Çeşitli araştırmalar, FOMO’nun daha uzun süre boyunca akıllı telefon ve sosyal medya kullanımıyla bağlantılı olduğunu ortaya çıkarıyor. Sosyal medya kullanımı, başkaları tarafından olumsuz değerlendirilmekten korkmamıza neden olarak ruh halimizi olumsuz yönde etkileyebiliyor. Ergenler ve gençler FOMO'nun etkilerine karşı daha hassas olabiliyor. FOMO bazı gençlerde endişe, depresyon, öz güven eksikliği ve riskli davranışların sergilenmesine yol açabiliyor.

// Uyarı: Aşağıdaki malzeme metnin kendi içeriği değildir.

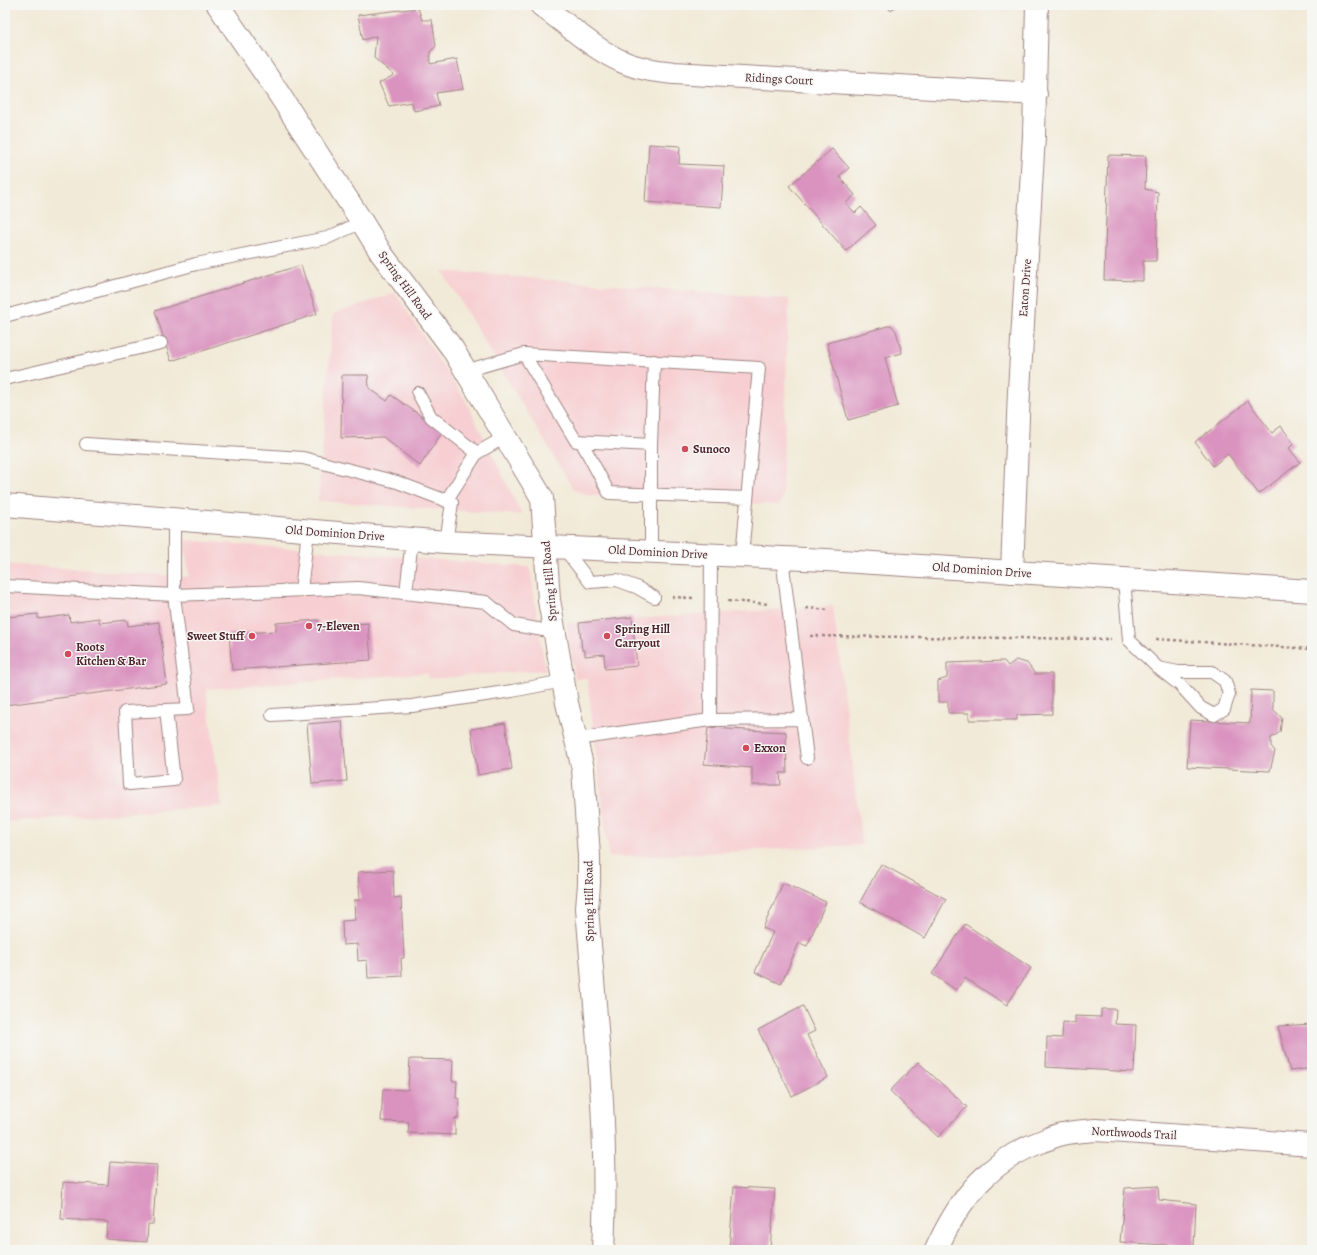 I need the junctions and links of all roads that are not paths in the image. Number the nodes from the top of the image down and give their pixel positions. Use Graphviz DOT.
graph roads {
  1 [pos="218,5"];
  2 [pos="541,5"];
  3 [pos="1037,5"];
  4 [pos="1036,94"];
  5 [pos="362,222"];
  6 [pos="5,316"];
  7 [pos="161,343"];
  8 [pos="524,354"];
  9 [pos="654,362"];
  10 [pos="465,371"];
  11 [pos="5,379"];
  12 [pos="418,393"];
  13 [pos="505,437"];
  14 [pos="581,441"];
  15 [pos="86,444"];
  16 [pos="651,445"];
  17 [pos="476,454"];
  18 [pos="651,495"];
  19 [pos="747,498"];
  20 [pos="446,501"];
  21 [pos="5,506"];
  22 [pos="174,520"];
  23 [pos="308,531"];
  24 [pos="412,539"];
  25 [pos="446,542"];
  26 [pos="554,546"];
  27 [pos="651,551"];
  28 [pos="710,554"];
  29 [pos="742,556"];
  30 [pos="782,558"];
  31 [pos="1012,572"];
  32 [pos="1124,578"];
  33 [pos="5,585"];
  34 [pos="301,590"];
  35 [pos="1312,591"];
  36 [pos="406,593"];
  37 [pos="174,594"];
  38 [pos="654,597"];
  39 [pos="555,632"];
  40 [pos="1158,668"];
  41 [pos="563,681"];
  42 [pos="166,710"];
  43 [pos="272,715"];
  44 [pos="802,719"];
  45 [pos="710,720"];
  46 [pos="576,739"];
  47 [pos="807,758"];
  48 [pos="1312,1145"];
  49 [pos="603,1250"];
  50 [pos="936,1250"];
  1 -- 5 [label="main road, Spring Hill Road"];
  2 -- 4 [label="main road, Ridings Court"];
  3 -- 4 [label="main road, Eaton Drive"];
  4 -- 31 [label="main road, Eaton Drive"];
  5 -- 6 [label="lane"];
  5 -- 10 [label="main road, Spring Hill Road"];
  7 -- 11 [label="lane"];
  8 -- 9 [label="lane"];
  8 -- 10 [label="lane"];
  8 -- 14 [label="lane"];
  9 -- 16 [label="lane"];
  9 -- 19 [label="lane"];
  10 -- 13 [label="main road, Spring Hill Road"];
  12 -- 17 [label="lane"];
  13 -- 17 [label="lane"];
  13 -- 26 [label="main road, Spring Hill Road"];
  14 -- 16 [label="lane"];
  14 -- 18 [label="lane"];
  15 -- 20 [label="lane"];
  16 -- 18 [label="lane"];
  17 -- 20 [label="lane"];
  18 -- 19 [label="lane"];
  18 -- 27 [label="lane"];
  19 -- 29 [label="lane"];
  20 -- 25 [label="lane"];
  21 -- 22 [label="main road, Old Dominion Drive"];
  22 -- 23 [label="main road, Old Dominion Drive"];
  22 -- 37 [label="lane"];
  23 -- 24 [label="main road, Old Dominion Drive"];
  23 -- 34 [label="lane"];
  24 -- 25 [label="main road, Old Dominion Drive"];
  24 -- 36 [label="lane"];
  25 -- 26 [label="main road, Old Dominion Drive"];
  26 -- 27 [label="main road, Old Dominion Drive"];
  26 -- 38 [label="lane"];
  26 -- 39 [label="main road, Spring Hill Road"];
  27 -- 28 [label="main road, Old Dominion Drive"];
  28 -- 29 [label="main road, Old Dominion Drive"];
  28 -- 45 [label="lane"];
  29 -- 30 [label="main road, Old Dominion Drive"];
  30 -- 31 [label="main road, Old Dominion Drive"];
  30 -- 44 [label="lane"];
  31 -- 32 [label="main road, Old Dominion Drive"];
  32 -- 35 [label="main road, Old Dominion Drive"];
  32 -- 40 [label="lane"];
  33 -- 37 [label="lane"];
  34 -- 36 [label="lane"];
  34 -- 37 [label="lane"];
  36 -- 39 [label="lane"];
  37 -- 42 [label="lane"];
  39 -- 41 [label="main road, Spring Hill Road"];
  40 -- 40 [label="lane"];
  41 -- 43 [label="lane"];
  41 -- 46 [label="main road, Spring Hill Road"];
  42 -- 42 [label="lane"];
  44 -- 45 [label="lane"];
  44 -- 47 [label="lane"];
  45 -- 46 [label="lane"];
  46 -- 49 [label="main road, Spring Hill Road"];
  48 -- 50 [label="main road, Northwoods Trail"];
} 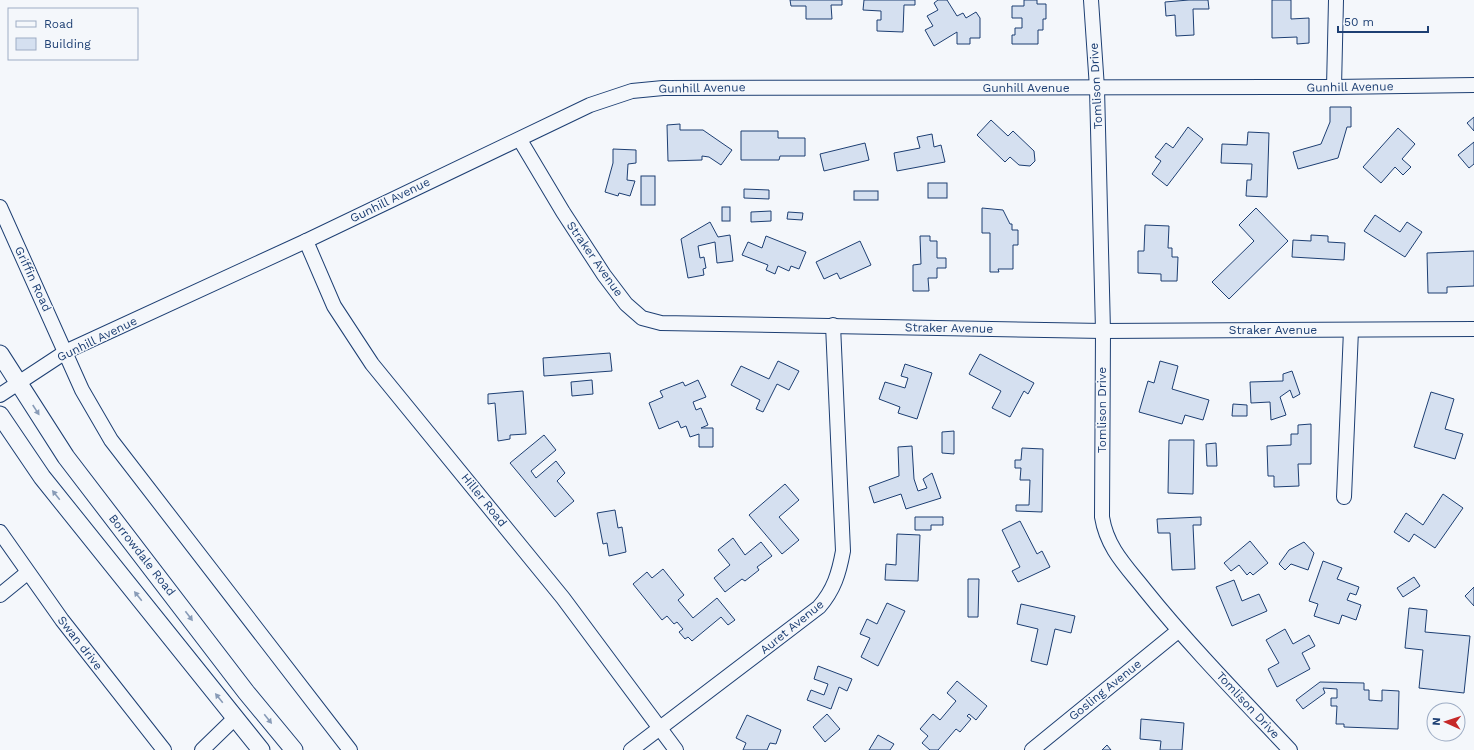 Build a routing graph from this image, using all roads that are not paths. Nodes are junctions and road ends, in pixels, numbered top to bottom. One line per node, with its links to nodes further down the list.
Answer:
1 (1091, 0): 5 (street, Tomlison Drive)
2 (1336, 0): 4 (street)
3 (1474, 85): 4 (street, Gunhill Avenue)
4 (1334, 87): 5 (street, Gunhill Avenue)
5 (1098, 88): 6 (street, Gunhill Avenue); 12 (street, Tomlison Drive)
6 (520, 140): 8 (street, Gunhill Avenue); 9 (street, Straker Avenue)
7 (0, 207): 13 (street, Griffin Road)
8 (306, 241): 13 (street, Gunhill Avenue); 24 (street, Hiller Road)
9 (833, 325): 12 (street, Straker Avenue); 24 (street, Auret Avenue)
10 (1474, 329): 11 (street, Straker Avenue)
11 (1351, 330): 12 (street, Straker Avenue); 18 (street)
12 (1103, 331): 22 (street, Tomlison Drive)
13 (67, 351): 15 (street, Gunhill Avenue); 29 (street, Griffin Road)
14 (0, 354): 15 (main road, Borrowdale Road)
15 (19, 383): 16 (street, Gunhill Avenue); 28 (main road, Borrowdale Road, one-way to 28)
16 (0, 395)
17 (0, 415): 23 (main road, one-way to 17)
18 (1344, 497)
19 (0, 532): 20 (street, Swan drive)
20 (27, 573): 21 (street); 25 (street, Swan drive)
21 (0, 595)
22 (1178, 631): 32 (street, Gosling Avenue); 33 (street, Tomlison Drive)
23 (235, 718): 26 (street); 27 (main road)
24 (660, 729): 30 (street, Auret Avenue); 31 (street, Hiller Road)
25 (164, 750)
26 (202, 750)
27 (261, 750)
28 (294, 750)
29 (350, 750)
30 (631, 750)
31 (676, 750)
32 (1032, 750)
33 (1290, 750) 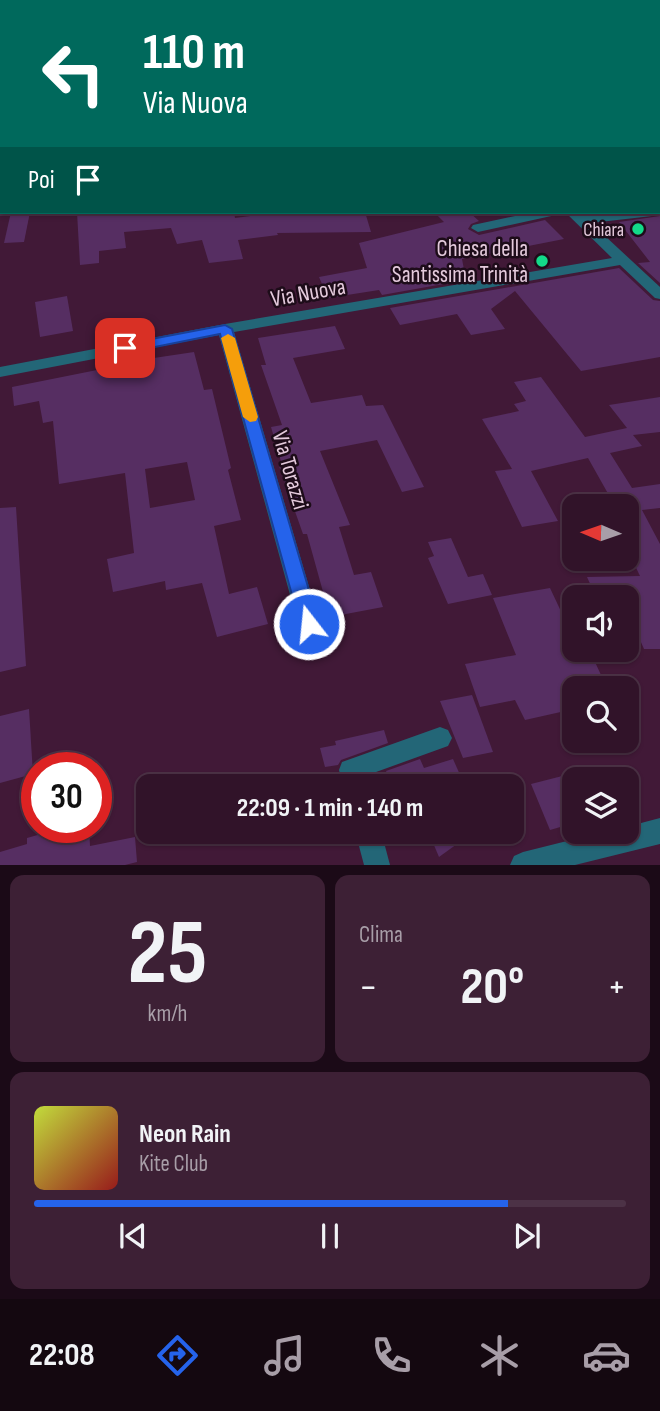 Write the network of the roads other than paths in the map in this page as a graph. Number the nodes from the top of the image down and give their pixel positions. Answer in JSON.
{"nodes":[{"id":1,"x":542,"y":214,"type":"edge"},
{"id":2,"x":621,"y":214,"type":"edge"},
{"id":3,"x":575,"y":217,"type":"edge"},
{"id":4,"x":478,"y":228,"type":"dead end"},
{"id":5,"x":624,"y":260,"type":"junction"},
{"id":6,"x":660,"y":295,"type":"edge"},
{"id":7,"x":225,"y":329,"type":"junction"},
{"id":8,"x":0,"y":372,"type":"edge"},
{"id":9,"x":309,"y":624,"type":"dead end"},
{"id":10,"x":440,"y":738,"type":"dead end"},
{"id":11,"x":352,"y":774,"type":"edge"},
{"id":12,"x":660,"y":831,"type":"edge"},
{"id":13,"x":371,"y":844,"type":"edge"},
{"id":14,"x":377,"y":865,"type":"edge"},
{"id":15,"x":523,"y":865,"type":"edge"}],
"edges":[{"from":1,"to":4,"type":"street"},
{"from":2,"to":3,"type":"street"},
{"from":3,"to":5,"type":"street"},
{"from":5,"to":6,"type":"street"},
{"from":5,"to":7,"type":"street","name":"Via Nuova"},
{"from":7,"to":8,"type":"street","name":"Via Nuova"},
{"from":7,"to":9,"type":"street","name":"Via Torazzi"},
{"from":10,"to":11,"type":"street"},
{"from":12,"to":15,"type":"street"},
{"from":13,"to":14,"type":"street"}]} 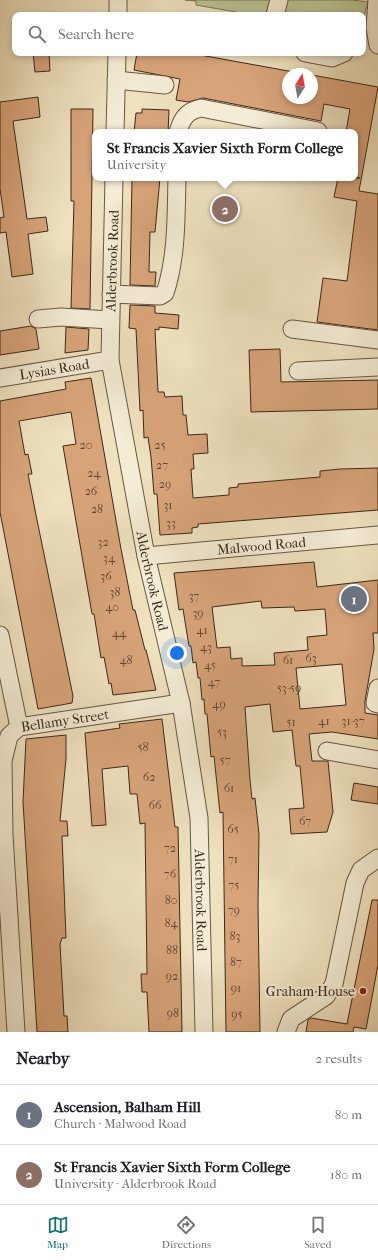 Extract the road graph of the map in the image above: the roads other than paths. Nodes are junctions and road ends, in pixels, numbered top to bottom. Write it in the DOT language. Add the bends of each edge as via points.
graph roads {
  1 [pos="118,0"];
  2 [pos="279,0"];
  3 [pos="375,0"];
  4 [pos="118,12"];
  5 [pos="276,12"];
  6 [pos="366,24"];
  7 [pos="378,44"];
  8 [pos="117,56"];
  9 [pos="321,56"];
  10 [pos="337,56"];
  11 [pos="116,80"];
  12 [pos="165,85"];
  13 [pos="115,129"];
  14 [pos="179,129"];
  15 [pos="308,129"];
  16 [pos="114,181"];
  17 [pos="177,181"];
  18 [pos="111,294"];
  19 [pos="38,319"];
  20 [pos="110,320"];
  21 [pos="292,329"];
  22 [pos="378,340"];
  23 [pos="110,360"];
  24 [pos="378,367"];
  25 [pos="298,371"];
  26 [pos="0,378"];
  27 [pos="378,535"];
  28 [pos="146,556"];
  29 [pos="0,635"];
  30 [pos="378,688"];
  31 [pos="181,703"];
  32 [pos="378,704"];
  33 [pos="19,727"];
  34 [pos="327,751"];
  35 [pos="378,760"];
  36 [pos="2,835"];
  37 [pos="378,858"];
  38 [pos="16,1032"];
  39 [pos="204,1032"];
  40 [pos="286,1032"];
  1 -- 4 [label="street"];
  2 -- 5 [label="street"];
  3 -- 6 [label="street"];
  3 -- 7 [label="street"];
  8 -- 11 [label="street"];
  9 -- 10 [label="street"];
  11 -- 12 [label="street"];
  11 -- 13 [label="street"];
  14 -- 15 [label="street" via="186,114 201,108"];
  16 -- 18 [label="street, Alderbrook Road"];
  17 -- 18 [label="street" via="176,226 165,293 160,296"];
  18 -- 20 [label="street, Alderbrook Road"];
  19 -- 20 [label="street" via="61,317"];
  20 -- 23 [label="street, Alderbrook Road"];
  21 -- 22 [label="street"];
  23 -- 26 [label="street, Lysias Road"];
  23 -- 28 [label="street, Alderbrook Road"];
  24 -- 25 [label="street"];
  27 -- 28 [label="street, Malwood Road"];
  28 -- 31 [label="street, Alderbrook Road"];
  29 -- 33 [label="street"];
  30 -- 32 [label="street" via="375,704"];
  31 -- 33 [label="street, Bellamy Street"];
  31 -- 39 [label="street, Alderbrook Road" via="199,818"];
  33 -- 36 [label="street, Bellamy Street" via="9,736 3,761"];
  34 -- 35 [label="street"];
  36 -- 38 [label="street, Bellamy Street"];
  37 -- 40 [label="street" via="361,870 355,882 334,984 326,996 290,1019"];
}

FOMO ile baş etmek için şu adımları atabiliriz:
Odağımızı değiştirmek
Eksikliklerimiz yerine, sahip olduklarımıza odaklanmak bu konuda daha fazla işe yarıyor. Gerçekçi olmayan hayat tarzları sunarak kaçırma korkumuzu tetikleyen sayfaları daha az, bize iyi hissettiren sayfaları daha fazla takip ederek bu durumdan kaçınabiliyoruz.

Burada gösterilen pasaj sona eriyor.